Mas também se registaram, nas últimas décadas, alterações sensíveis no modelo de distribuição de medicamentos em meio hospitalar. De um processo de consumo maioritariamente destinado a doentes internados (cerca de 80%) passamos para um modelo de distribuição maioritariamente destinado a doentes em ambulatório (consumo em casa ou em Hospital de Dia), já na casa dos 80%. O que significa uma mudança substancial no tipo de consumo: por um lado, doentes menos controlados clinicamente porque consomem no domicílio e, por outro lado, doentes crónicos com uma posologia longa e por vezes definitiva.

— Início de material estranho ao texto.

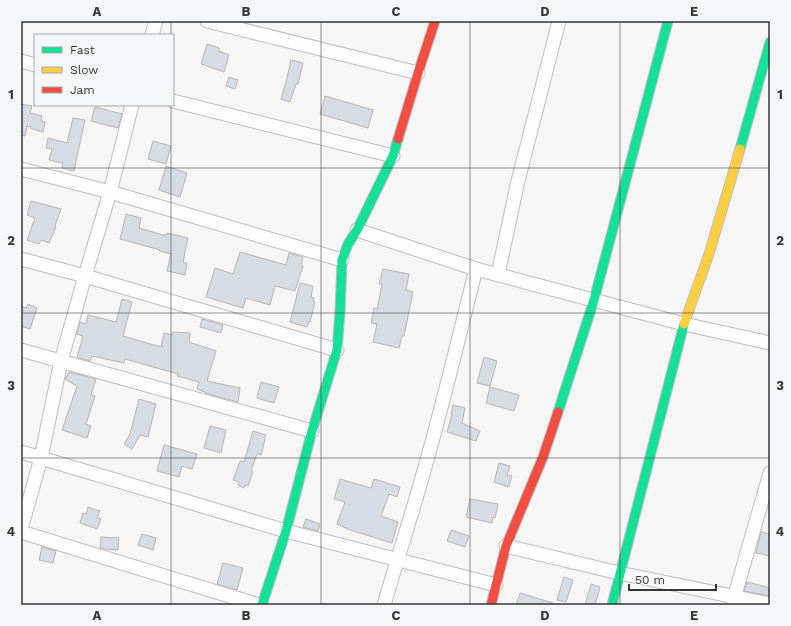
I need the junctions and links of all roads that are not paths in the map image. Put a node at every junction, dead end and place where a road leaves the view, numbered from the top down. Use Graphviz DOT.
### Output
graph roads {
  1 [pos="156,21"];
  2 [pos="207,21"];
  3 [pos="435,21"];
  4 [pos="559,21"];
  5 [pos="668,21"];
  6 [pos="152,34"];
  7 [pos="770,42"];
  8 [pos="21,61"];
  9 [pos="34,65"];
  10 [pos="418,73"];
  11 [pos="174,101"];
  12 [pos="132,106"];
  13 [pos="393,156"];
  14 [pos="21,169"];
  15 [pos="110,192"];
  16 [pos="357,230"];
  17 [pos="21,259"];
  18 [pos="342,260"];
  19 [pos="476,269"];
  20 [pos="498,274"];
  21 [pos="85,276"];
  22 [pos="594,300"];
  23 [pos="684,324"];
  24 [pos="770,343"];
  25 [pos="21,350"];
  26 [pos="337,350"];
  27 [pos="62,361"];
  28 [pos="312,431"];
  29 [pos="21,452"];
  30 [pos="41,458"];
  31 [pos="770,473"];
  32 [pos="21,530"];
  33 [pos="286,531"];
  34 [pos="506,546"];
  35 [pos="397,560"];
  36 [pos="619,573"];
  37 [pos="496,585"];
  38 [pos="733,601"];
  39 [pos="770,604"];
  40 [pos="259,605"];
  41 [pos="262,605"];
  42 [pos="384,605"];
  43 [pos="491,605"];
  44 [pos="612,605"];
  1 -- 6 [label="street"];
  2 -- 10 [label="street"];
  3 -- 10 [label="street"];
  4 -- 20 [label="street"];
  5 -- 22 [label="street"];
  7 -- 23 [label="street"];
  8 -- 9 [label="street"];
  10 -- 13 [label="street"];
  11 -- 13 [label="street"];
  12 -- 15 [label="street"];
  13 -- 16 [label="street"];
  14 -- 15 [label="street"];
  15 -- 18 [label="street"];
  15 -- 21 [label="street"];
  16 -- 18 [label="street"];
  16 -- 19 [label="street"];
  17 -- 21 [label="street"];
  18 -- 26 [label="street"];
  19 -- 20 [label="street"];
  19 -- 35 [label="street"];
  20 -- 22 [label="street"];
  21 -- 26 [label="street"];
  21 -- 27 [label="street"];
  22 -- 23 [label="street"];
  22 -- 34 [label="street"];
  23 -- 24 [label="street"];
  23 -- 36 [label="street"];
  25 -- 27 [label="street"];
  26 -- 28 [label="street"];
  27 -- 28 [label="street"];
  27 -- 30 [label="street"];
  28 -- 33 [label="street"];
  29 -- 30 [label="street"];
  30 -- 32 [label="street"];
  30 -- 33 [label="street"];
  31 -- 38 [label="street"];
  32 -- 40 [label="street"];
  33 -- 35 [label="street"];
  33 -- 41 [label="street"];
  34 -- 36 [label="street"];
  34 -- 37 [label="street"];
  35 -- 37 [label="street"];
  35 -- 42 [label="street"];
  36 -- 38 [label="street"];
  36 -- 44 [label="street"];
  37 -- 43 [label="street"];
  38 -- 39 [label="street"];
}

Isto coloca novos desafios na gestão dos medicamentos em meio hospitalar, não só pelo seu elevado preço, mas também no controlo e ritmo das entregas, prazos de validade, riscos de fraude, efetividade terapêutica e, também, comodidade e privacidade para os doentes.
Um último tema, incontornável, quando falamos em medicamentos: o preço da inovação e as dívidas à indústria farmacêutica. Estamos na era da partilha de riscos, o que significa, como se comprovou já no caso da Hepatite C, que é possível estabelecer compromissos entre Estado e Industria Farmacêutica que favoreçam modelos de negócio em que a efetividade do medicamento é fator “sine qua non” para o seu pagamento. Isso garante ao SNS que a despesa teve um resultado positivo para os doentes, mas também desafia os laboratórios a produzirem medicamentos inovadores com elevados níveis de eficácia. A despesa na inovação terapêutica terá, assim, menos margens de desperdício e as dividas à indústria podem conformar-se a períodos de tempo aceitáveis, os encargos baixarem e todos saírem a ganhar com esta economia de recursos.
Em síntese, o anterior governo teve o mérito de baixar significativamente os preços dos medicamentos e introduzir, de forma alargada, os genéricos. O atual governo acelerou a introdução de fármacos inovadores e promoveu mais acesso aos medicamentos, com o aumento da comparticipação do Estado.
Nesta matéria, como noutras, o SNS tem sido fundamental, utilizando instrumentos de avaliação e controlo irrepreensíveis e garantindo o acesso dos utentes a novas terapias, com efetividade e segurança.